Ещё немного – и я звоню на ресепшн «Лондонской» и прошу вызвать для меня такси. Как это у них гордо называется «представительского класса». Ну, то есть, значит, приедет не раздолбанная праворукая «Тойота», а что-нибудь с кожаным салоном. С просторным кожаным салоном. Когда мой подсушенный беспамятством отец сядет туда – он потеряется. Ему там будет где спрятаться.

Перезванивают. Машина пришла.


– Идём, я посажу тебя в такси.

– Ой, зачем такси?! Я и на трамвае доеду.

– Папа, я уже вызвала. Машина ждёт. Идём.

– Ой, лучше бы ты мне деньгами дала.

– Давай я дам тебе деньгами отдельно от такси.

– Ой, да я пошутил. Ну разве что немного… На телефон положу. А то у мамы не допросишься.
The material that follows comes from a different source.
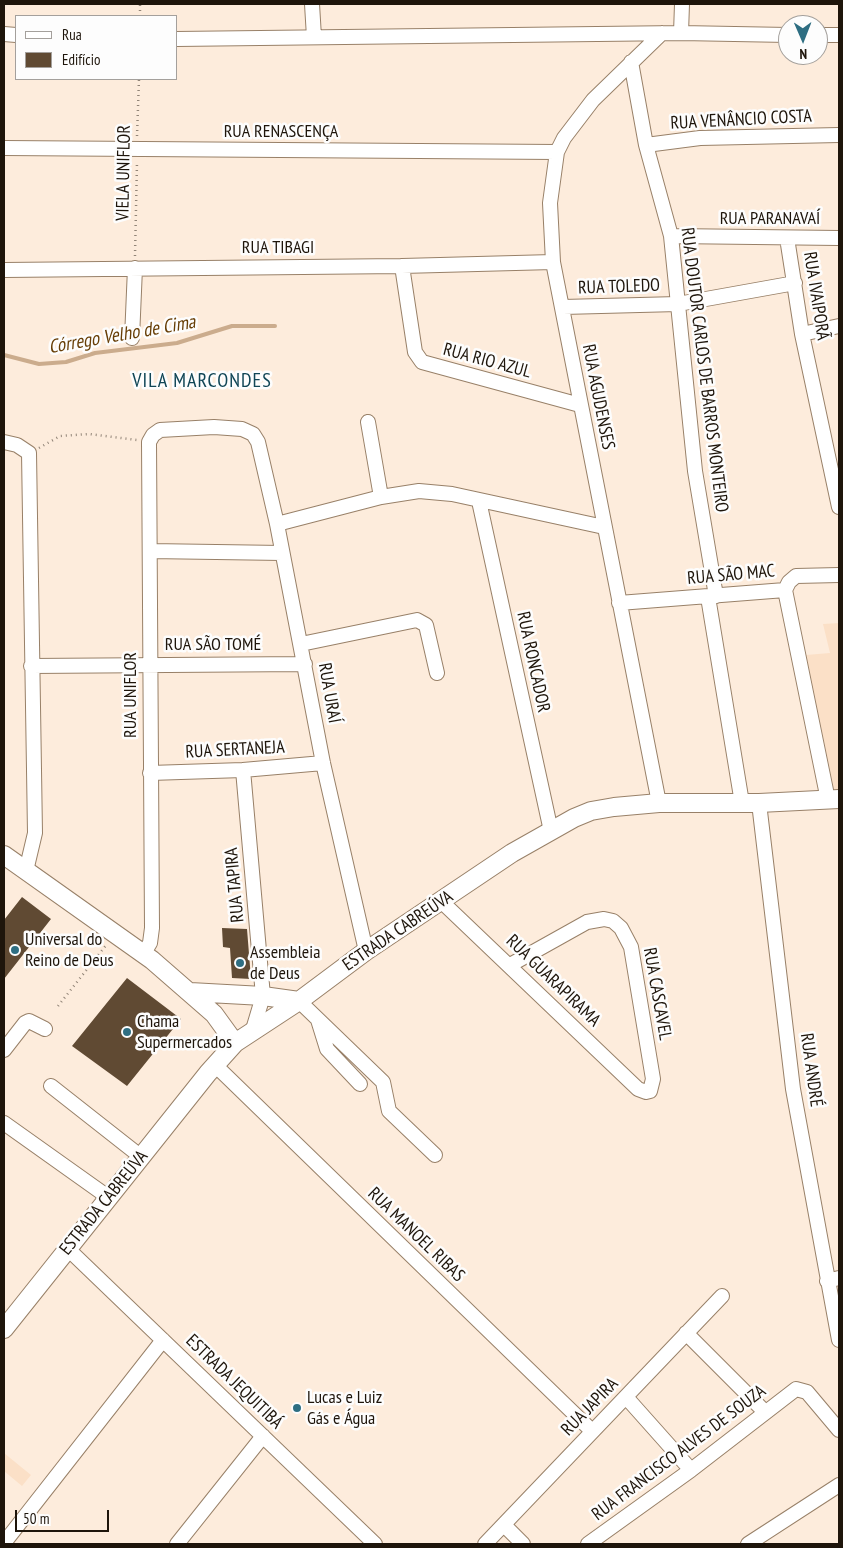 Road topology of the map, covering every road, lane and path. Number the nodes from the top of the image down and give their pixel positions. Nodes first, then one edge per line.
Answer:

А что он хотел? Мама всегда распоряжалась семейным бюджетом. Раньше надо было начинать. Лет эдак на пятьдесят пораньше.

Даю немного.

Даю фотографии его внучки, которые он так и забыл в кофейной лужице.

Сажаю в такси.

Через полчаса мне звонят с ресепшена «Лондонской» и сообщают, что таксист передал им пачку фотографий, которые забывчивый пассажир оставил на заднем сиденье.

Ну что ж. Мне дороги фотографии моей дочери. Они будут в моём альбоме. Я буду не только помнить, но и в любой момент времени знать, где они – фотографии и альбомы. И дочь. А не буду я – будет папа. Её папа. И мы оба будем слушать нашу дочь. И – понимать.